Todos los ministros, los oficiales mayores, la Defensora de los Habitantes, la Contralora General de la República, la Procuraduría General de la República, todos los magistrados tienen vehículos, tienen combustible, entonces yo no veo la razón de por qué los diputados no deban tener al menos combustible, porque nosotros usamos los vehículos personales para las giras, respondió.
El jefe de fracción del Partido Liberal Progresista (PLP) Eli Feinzaig reconoce que en la dinámica actual del Congreso, donde se encuentran absorbidos por el proyecto de jornadas 4-3, es difícil pensar en elaborar proyectos como los mencionados.
"En estos momentos creo que nadie tiene cabeza para eso, lo cual no quiere decir que no haya un interés de lograrlo", mencionó.

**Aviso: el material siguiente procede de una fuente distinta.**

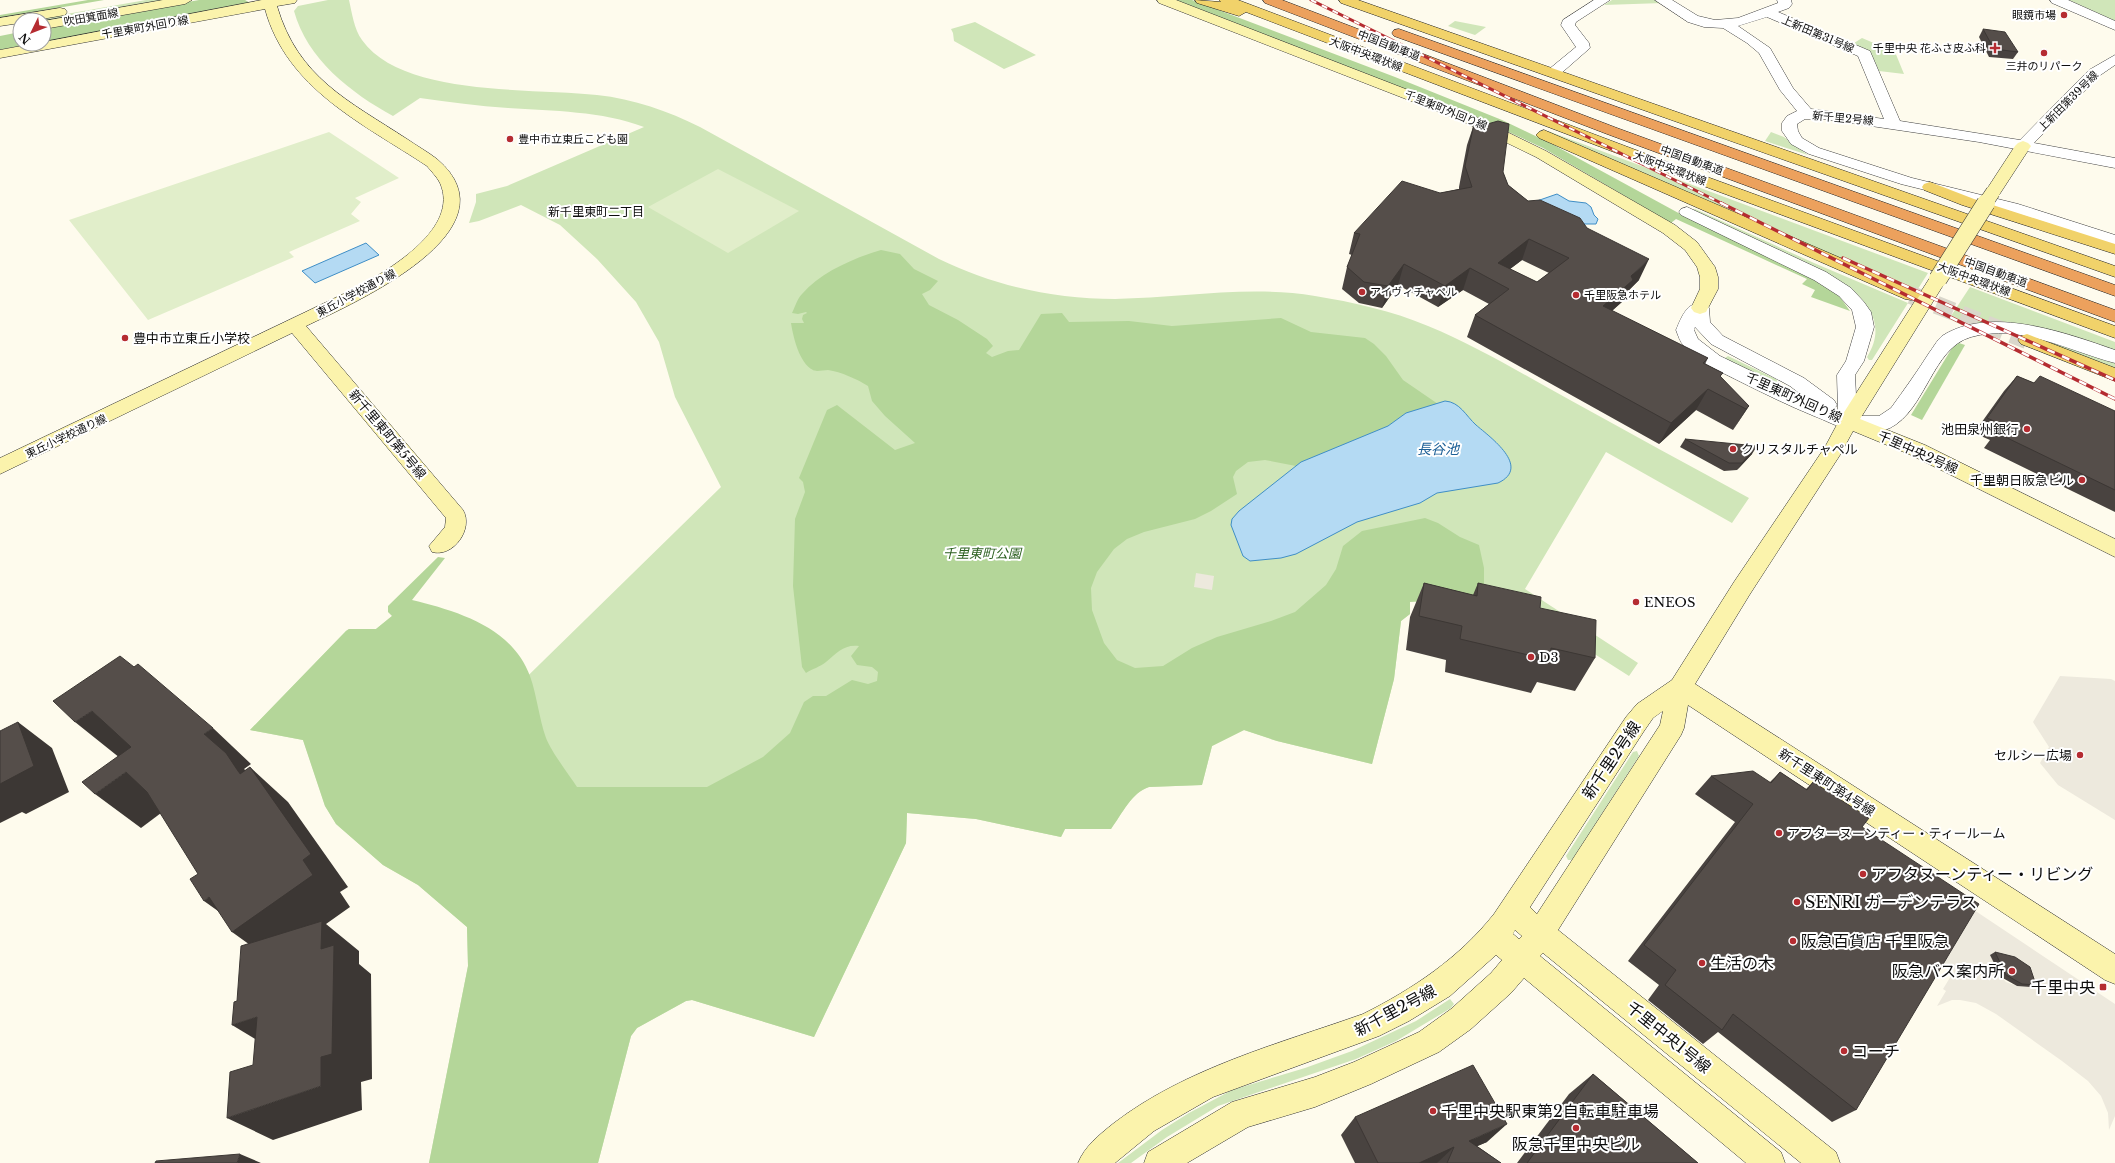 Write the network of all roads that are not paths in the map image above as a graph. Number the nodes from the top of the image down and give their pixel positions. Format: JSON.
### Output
{"nodes":[{"id":1,"x":128,"y":0,"type":"edge"},
{"id":2,"x":185,"y":0,"type":"edge"},
{"id":3,"x":290,"y":0,"type":"edge"},
{"id":4,"x":1164,"y":0,"type":"edge"},
{"id":5,"x":1202,"y":0,"type":"edge"},
{"id":6,"x":1226,"y":0,"type":"edge"},
{"id":7,"x":1270,"y":0,"type":"edge"},
{"id":8,"x":1306,"y":0,"type":"edge"},
{"id":9,"x":1346,"y":0,"type":"edge"},
{"id":10,"x":1603,"y":0,"type":"edge"},
{"id":11,"x":1662,"y":0,"type":"edge"},
{"id":12,"x":1784,"y":0,"type":"edge"},
{"id":13,"x":2057,"y":0,"type":"edge"},
{"id":14,"x":270,"y":2,"type":"edge"},
{"id":15,"x":1767,"y":12,"type":"junction"},
{"id":16,"x":0,"y":22,"type":"edge"},
{"id":17,"x":52,"y":24,"type":"edge"},
{"id":18,"x":1726,"y":24,"type":"junction"},
{"id":19,"x":1292,"y":26,"type":"junction"},
{"id":20,"x":2115,"y":26,"type":"edge"},
{"id":21,"x":12,"y":31,"type":"edge"},
{"id":22,"x":0,"y":33,"type":"edge"},
{"id":23,"x":0,"y":54,"type":"edge"},
{"id":24,"x":2115,"y":59,"type":"edge"},
{"id":25,"x":1390,"y":64,"type":"junction"},
{"id":26,"x":1553,"y":73,"type":"junction"},
{"id":27,"x":1807,"y":114,"type":"junction"},
{"id":28,"x":1893,"y":123,"type":"junction"},
{"id":29,"x":1541,"y":134,"type":"junction"},
{"id":30,"x":1760,"y":146,"type":"junction"},
{"id":31,"x":2023,"y":146,"type":"junction"},
{"id":32,"x":2115,"y":163,"type":"edge"},
{"id":33,"x":1930,"y":187,"type":"junction"},
{"id":34,"x":1687,"y":212,"type":"joint"},
{"id":35,"x":2115,"y":240,"type":"edge"},
{"id":36,"x":2115,"y":249,"type":"edge"},
{"id":37,"x":2115,"y":261,"type":"edge"},
{"id":38,"x":2115,"y":272,"type":"edge"},
{"id":39,"x":2115,"y":291,"type":"edge"},
{"id":40,"x":1911,"y":295,"type":"tunnel mouth"},
{"id":41,"x":2115,"y":316,"type":"edge"},
{"id":42,"x":295,"y":324,"type":"junction"},
{"id":43,"x":2115,"y":332,"type":"edge"},
{"id":44,"x":2027,"y":340,"type":"tunnel mouth"},
{"id":45,"x":2115,"y":357,"type":"edge"},
{"id":46,"x":2115,"y":375,"type":"edge"},
{"id":47,"x":1848,"y":422,"type":"junction"},
{"id":48,"x":0,"y":467,"type":"edge"},
{"id":49,"x":440,"y":546,"type":"dead end"},
{"id":50,"x":2115,"y":549,"type":"edge"},
{"id":51,"x":1680,"y":687,"type":"junction"},
{"id":52,"x":1513,"y":912,"type":"junction"},
{"id":53,"x":1540,"y":934,"type":"junction"},
{"id":54,"x":1494,"y":936,"type":"junction"},
{"id":55,"x":1522,"y":959,"type":"junction"},
{"id":56,"x":2115,"y":970,"type":"edge"},
{"id":57,"x":1093,"y":1163,"type":"edge"},
{"id":58,"x":1159,"y":1163,"type":"edge"},
{"id":59,"x":1770,"y":1163,"type":"edge"},
{"id":60,"x":1825,"y":1163,"type":"edge"}],
"edges":[{"from":1,"to":16,"type":"street","name":"吹田箕面線"},
{"from":2,"to":17,"type":"street","name":"吹田箕面線"},
{"from":3,"to":14,"type":"street","name":"千里東町外回り線"},
{"from":4,"to":47,"type":"street","name":"千里東町外回り線"},
{"from":5,"to":19,"type":"main road"},
{"from":6,"to":19,"type":"main road","name":"大阪中央環状線"},
{"from":7,"to":41,"type":"highway","name":"中国自動車道"},
{"from":8,"to":39,"type":"highway","name":"中国自動車道"},
{"from":9,"to":26,"type":"main road"},
{"from":10,"to":26,"type":"street"},
{"from":11,"to":18,"type":"street"},
{"from":12,"to":15,"type":"street"},
{"from":13,"to":20,"type":"street"},
{"from":14,"to":23,"type":"street","name":"千里東町外回り線"},
{"from":14,"to":42,"type":"street","name":"東丘小学校通り線"},
{"from":15,"to":18,"type":"street"},
{"from":15,"to":28,"type":"street","name":"上新田第31号線"},
{"from":18,"to":27,"type":"street"},
{"from":19,"to":25,"type":"main road","name":"大阪中央環状線"},
{"from":21,"to":22,"type":"street"},
{"from":24,"to":31,"type":"street","name":"上新田第39号線"},
{"from":25,"to":29,"type":"main road"},
{"from":25,"to":43,"type":"main road","name":"大阪中央環状線"},
{"from":26,"to":30,"type":"main road"},
{"from":27,"to":28,"type":"street","name":"新千里2号線"},
{"from":27,"to":33,"type":"street","name":"新千里2号線"},
{"from":28,"to":31,"type":"street","name":"新千里2号線"},
{"from":29,"to":34,"type":"main road"},
{"from":29,"to":40,"type":"main road"},
{"from":30,"to":37,"type":"main road"},
{"from":30,"to":38,"type":"main road"},
{"from":31,"to":32,"type":"street","name":"新千里2号線"},
{"from":31,"to":47,"type":"street","name":"新千里2号線","bridge":true},
{"from":33,"to":35,"type":"street","name":"新千里2号線"},
{"from":33,"to":36,"type":"main road"},
{"from":34,"to":47,"type":"street"},
{"from":42,"to":48,"type":"street","name":"東丘小学校通り線"},
{"from":42,"to":49,"type":"street","name":"新千里東町第5号線"},
{"from":44,"to":46,"type":"main road"},
{"from":45,"to":47,"type":"street"},
{"from":47,"to":50,"type":"street","name":"千里中央2号線"},
{"from":47,"to":51,"type":"street","name":"新千里2号線"},
{"from":51,"to":52,"type":"street","name":"新千里2号線"},
{"from":51,"to":53,"type":"street","name":"新千里2号線"},
{"from":51,"to":56,"type":"street","name":"新千里東町第4号線"},
{"from":52,"to":53,"type":"street","name":"千里中央1号線"},
{"from":52,"to":54,"type":"street","name":"新千里2号線"},
{"from":53,"to":55,"type":"street","name":"新千里2号線"},
{"from":53,"to":60,"type":"street","name":"千里中央1号線"},
{"from":54,"to":55,"type":"street"},
{"from":54,"to":57,"type":"street","name":"新千里2号線"},
{"from":55,"to":58,"type":"street","name":"新千里2号線"},
{"from":55,"to":59,"type":"street"}]}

En el caso del combustible, Feinzaig apunta que los diputados que representan zonas rurales ocupan recoger más distancias al salir de gira, que aquellos que representan a la Gran Área Metropolitana.
Señaló que de forma personal él no hace uso de los combustibles, pero esa es su decisión y no considera que se deba imponer a otro legislador.

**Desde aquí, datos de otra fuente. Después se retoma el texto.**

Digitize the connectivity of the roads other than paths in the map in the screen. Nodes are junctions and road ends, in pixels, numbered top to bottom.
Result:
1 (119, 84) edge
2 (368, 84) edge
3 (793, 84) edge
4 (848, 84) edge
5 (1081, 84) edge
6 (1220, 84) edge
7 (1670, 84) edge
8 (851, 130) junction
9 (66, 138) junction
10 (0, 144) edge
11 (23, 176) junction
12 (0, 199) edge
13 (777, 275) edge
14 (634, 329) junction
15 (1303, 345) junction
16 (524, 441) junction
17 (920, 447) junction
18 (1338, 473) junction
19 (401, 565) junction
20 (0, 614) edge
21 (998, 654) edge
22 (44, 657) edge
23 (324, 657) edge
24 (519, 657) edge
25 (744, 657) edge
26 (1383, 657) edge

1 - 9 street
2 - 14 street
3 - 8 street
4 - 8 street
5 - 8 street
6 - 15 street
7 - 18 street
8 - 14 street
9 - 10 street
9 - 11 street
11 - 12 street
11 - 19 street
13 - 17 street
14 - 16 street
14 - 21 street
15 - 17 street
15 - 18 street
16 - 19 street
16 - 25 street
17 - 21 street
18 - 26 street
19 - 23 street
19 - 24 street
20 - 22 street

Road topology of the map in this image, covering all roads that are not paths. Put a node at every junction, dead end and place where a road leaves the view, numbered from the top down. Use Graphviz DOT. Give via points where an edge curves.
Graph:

Además, opina que hay tecnología que puede medir cuál es el empleo que dan los diputados a esta ayuda técnica y evitar abusos.
En el caso de la reforma para castigar violaciones al deber de prioridad, Feinzaig opina que el enfoque que propone el FA no es el correcto.
"En esta Asamblea Legislativa tenemos reglas verdaderamente ridículas, y ese proyecto va en la dirección de hacerla más ridículas", comentó.
Insiste en que el enfoque no reglamentista que sugieren los frenteamplistas no es el correcto.
"De nuestra parte si hay un interés de aprobar una legislación en ese sentido. Hay un compromiso ético de la fracción de hacer un uso correcto de los recursos y consideramos que es una necesidad que hay un régimen sancionatorio para los diputados, pero no creemos en que haya que criminalizar cosas que no deberían criminalizarse, que es el enfoque que tiene el Frente Amplio", apuntó.
Para el diputado del FA, Ariel Robles, en el caso del empleo de los combustibles, reconoce que hay mucho obstáculo para que avance en comisión.
Además, que en este periodo de sesiones extraordinarias el Poder Ejecutivo muestra cero interés en proyectos como estos.
Para darse una idea, cada diputado recibirá durante sus cuatro años lo correspondiente a 24.000 litros de combustible.
Eso significa, tomando como base el precio actual de la gasolina súper, que cada legislador recibirá más de ¢18 millones en combustible en toda la legislatura.